File metadata and controls

68 lines (63 loc) · 4.61 KB

PolicyEngine US Development Guidelines

Commands

  • Build: make build
  • Install: make install or pip install -e .[dev]
  • Format: make format (runs black with line length 79)
  • Test: make test (all tests)
  • Run single test: pytest path/to/test_file.py::test_function
  • Run specific YAML tests: policyengine-core test path/to/tests -c policyengine_us [-v]
  • Run microsimulation test: pytest policyengine_us/tests/microsimulation/test_microsim.py
  • Checkout a PR: gh pr checkout [PR-NUMBER]

Code Style

  • Python >= 3.10, < 3.13
  • Line length: 79 characters
  • Formatting: Black
  • Use where not if and max_/min_ not max/min for vectorization
  • For array comparisons use (x >= min) & (x <= max) not min <= x <= max
  • Naming: snake_case for variables, functions, files; CamelCase for classes
  • Test-driven development: write YAML tests before implementing variables
  • Types: Use type hints (Python typing module)
  • Variables must have descriptive names and follow pattern in existing files
  • Parameters defined in YAML with metadata (units, reference, etc.)
  • Follow GitHub Flow with PRs targeting master branch
  • Every PR needs a changelog entry in changelog_entry.yaml

Common Patterns and Gotchas

  • Unit tests with scalar values can pass while vectorized microsimulation fails
  • When implementing a previously empty variable, be sure to check for dependent formulas
  • When using defined_for, ensure it's tested in microsimulation context
  • Be careful with chained comparisons in formulas - they work with scalars but fail with arrays
  • Prefer explicit vectorized comparison operators joined with & and |
  • For scale parameters that return integers, avoid using rate_unit: int in metadata (use /1 instead) due to parameter validation issues
  • Parameter file naming matters: make sure variables reference the exact parameter file name
  • When refactoring from enum to numeric values, update all downstream dependencies consistently
  • Prefer parameter-driven calculations over hardcoded logic in formulas when possible
  • Use bool instead of int or /1 in rate_unit for scale parameters when appropriate to avoid validation issues
  • For categorization logic, create separate variables for each test (e.g., is_school_age) and use them in downstream variables
  • When dynamically determining numeric groups/categories, calculate values rather than hardcoding them (e.g., max_value + 1)
  • Structure parameter files to match program documentation and real-world rules to improve maintainability
  • Program takeup is assigned during microdata construction, not simulation time
    • Changes to takeup parameters (SNAP, EITC, etc.) have no effect in the web app
    • These parameters should include economy: false in their metadata

Parameter Structure Best Practices

  • Cross-check parameter values against authoritative external sources (gov websites, calculators)
  • Document the source, publication date, and effective dates in parameter metadata
  • Include both title and href for references to maintain traceability
  • Use multiple sources to validate complex parameters (e.g., tax brackets, benefit amounts)
  • For annually updated values, document the adjustment methodology and inflation indices
  • Test parameter values with real-world examples through YAML tests
  • Be especially careful with multiplicative factors, which can significantly magnify errors
  • Consider interactions between parameters when updating values
  • When updating parameters, verify both individual values and downstream impacts
  • Use descriptive changelog entries that reference authoritative sources for updates

Parameter Validation Gotchas

  • When using breakdown metadata in parameters, avoid using variable references for integer values.
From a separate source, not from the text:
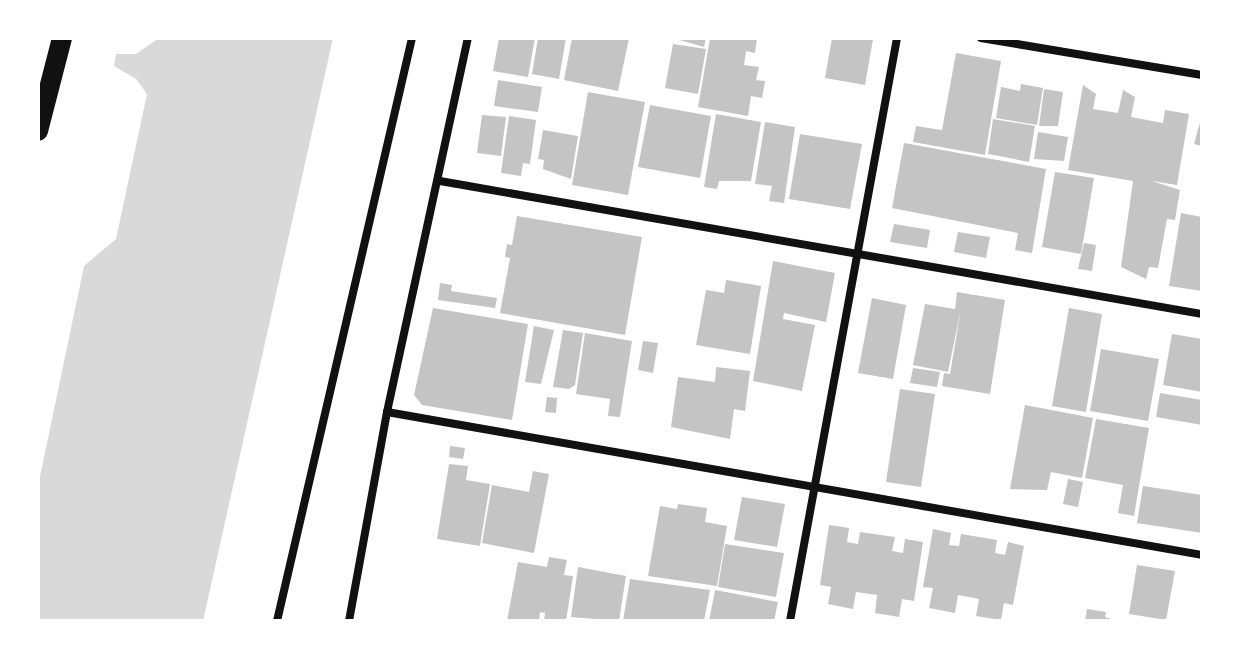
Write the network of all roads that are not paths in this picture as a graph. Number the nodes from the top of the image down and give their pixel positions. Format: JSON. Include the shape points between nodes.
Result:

Instead use Python expressions like range(1, 5).
  • The parameter validation system in policyengine-core has issues with certain parameter structures:
    • Using boolean keys (True/False) as parameter names can cause validation errors
    • Using integer output variables in breakdown metadata can cause parameter validation errors
    • If you encounter UnboundLocalError: cannot access local variable 'possible_values', it's likely due to parameter validation issues
  • To fix parameter validation issues:
    • Split complex parameters into separate, simpler parameter files
    • Use string names instead of boolean keys (e.g., "eligible" instead of True)
    • Use Python expressions like range() instead of variable references for enumerated values
    • Use breakdown patterns that match existing working examples in the codebase
    • See GitHub issue #346 for more details